▶ [Work instruction]
Reproduce word for word every line from the one containing "index mcp: (311, 197)" through the end of the listing below; omit the pictures.

━━━━━━

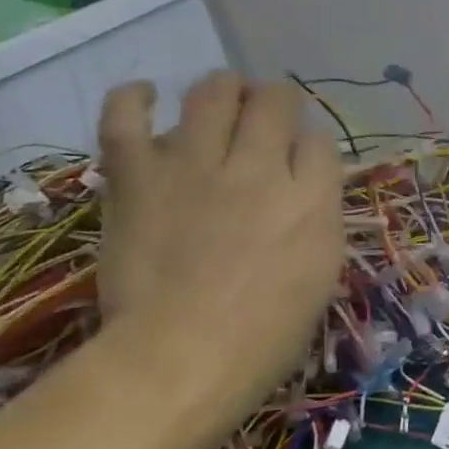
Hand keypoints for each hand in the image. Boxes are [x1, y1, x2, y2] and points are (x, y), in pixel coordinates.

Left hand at [84, 71, 345, 448]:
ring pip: (214, 93)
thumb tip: (307, 188)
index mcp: (311, 197)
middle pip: (275, 102)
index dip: (309, 146)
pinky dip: (133, 98)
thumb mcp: (322, 273)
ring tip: (223, 97)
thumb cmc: (267, 334)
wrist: (180, 360)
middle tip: (266, 117)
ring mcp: (196, 166)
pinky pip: (126, 119)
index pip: (318, 141)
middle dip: (276, 102)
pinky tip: (145, 94)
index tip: (299, 163)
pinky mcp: (139, 177)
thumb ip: (319, 218)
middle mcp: (260, 167)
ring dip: (224, 88)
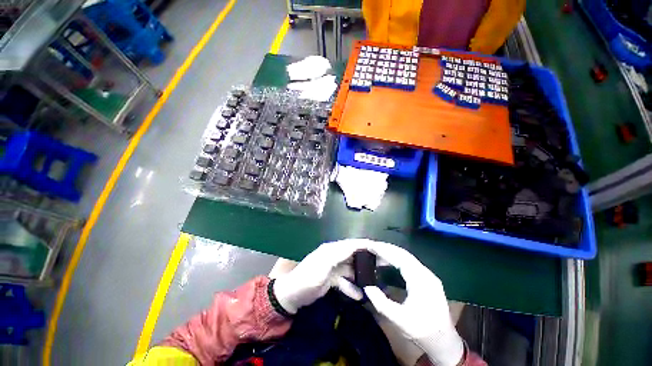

━━━━━━

▶ [Written answer]
index mcp: (311, 197)
middle pip: (275, 102)
index dip: (309, 146)
pinky dip: (133, 98)
thumb mcp: (322, 273)
ring tip: (223, 97)
thumb cmc: (267, 334)
wrist: (180, 360)
middle tip: (266, 117)
ring mcp: (196, 166)
pinky pip: (126, 119)
index pip: (318, 141)
middle dip: (276, 102)
pinky tip: (145, 94)
index tip: (299, 163)
pinky mcp: (139, 177)
thumb ip: (319, 218)
middle mcp: (260, 167)
ring dip: (224, 88)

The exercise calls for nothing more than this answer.